Some hoteliers in the city said the occupancy rate of their hotels went down by 70% after the sporadic incidents induced by the killing of five Meghalaya villagers by the Assam police and forest personnel at Mukroh on November 22. “The sudden drop in the occupancy rate from 100% is hurting us,” a hotelier told The Shillong Times, declining to be quoted.
Some hotels were lucky to be occupied by businesspersons and tourists who had planned their programmes months before and continued to stay during the unrest.
About 2,500 doctors who came to Shillong to attend a conference at NEIGRIHMS also kept some hotels running.
After a peaceful three-year phase, trouble in Shillong started with the Harijan Colony issue in 2018. The law-and-order situation went for a toss for almost a month, robbing the city of visitors who planned to escape a searing summer in the plains of Assam and beyond.
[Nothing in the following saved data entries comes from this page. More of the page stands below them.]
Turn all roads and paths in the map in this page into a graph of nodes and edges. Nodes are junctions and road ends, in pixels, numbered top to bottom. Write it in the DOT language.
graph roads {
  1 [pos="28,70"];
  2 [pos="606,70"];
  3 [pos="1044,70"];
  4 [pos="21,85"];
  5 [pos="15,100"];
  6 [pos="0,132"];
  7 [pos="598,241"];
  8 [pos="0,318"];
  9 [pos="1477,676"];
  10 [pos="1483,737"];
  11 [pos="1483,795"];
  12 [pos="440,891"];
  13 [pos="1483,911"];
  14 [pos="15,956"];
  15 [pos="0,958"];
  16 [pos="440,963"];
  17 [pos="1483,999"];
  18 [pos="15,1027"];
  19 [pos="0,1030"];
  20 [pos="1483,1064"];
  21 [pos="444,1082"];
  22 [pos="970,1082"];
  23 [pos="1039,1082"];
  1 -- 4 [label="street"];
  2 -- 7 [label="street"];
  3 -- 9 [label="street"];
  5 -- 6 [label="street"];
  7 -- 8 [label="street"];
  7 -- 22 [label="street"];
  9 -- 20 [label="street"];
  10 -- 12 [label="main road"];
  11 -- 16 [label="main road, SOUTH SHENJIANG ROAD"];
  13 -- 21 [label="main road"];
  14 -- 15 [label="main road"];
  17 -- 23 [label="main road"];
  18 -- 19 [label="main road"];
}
The following year was marked by protests against the Citizenship (Amendment) Act in Meghalaya and elsewhere in the Northeast. The impact of the Ichamati violence during that period made many tourists leave Shillong.
COVID-19 then broke the back of the tourism industry in 2020.
The situation improved for some time in 2021 but Shillong once again witnessed violence over the killing of former HNLC leader Cheristerfield Thangkhiew. Apart from affecting the lives of the common people, the chain of events dented the state’s image enough to keep tourists away.
Shillong has more than 150 big and small hotels besides homestays.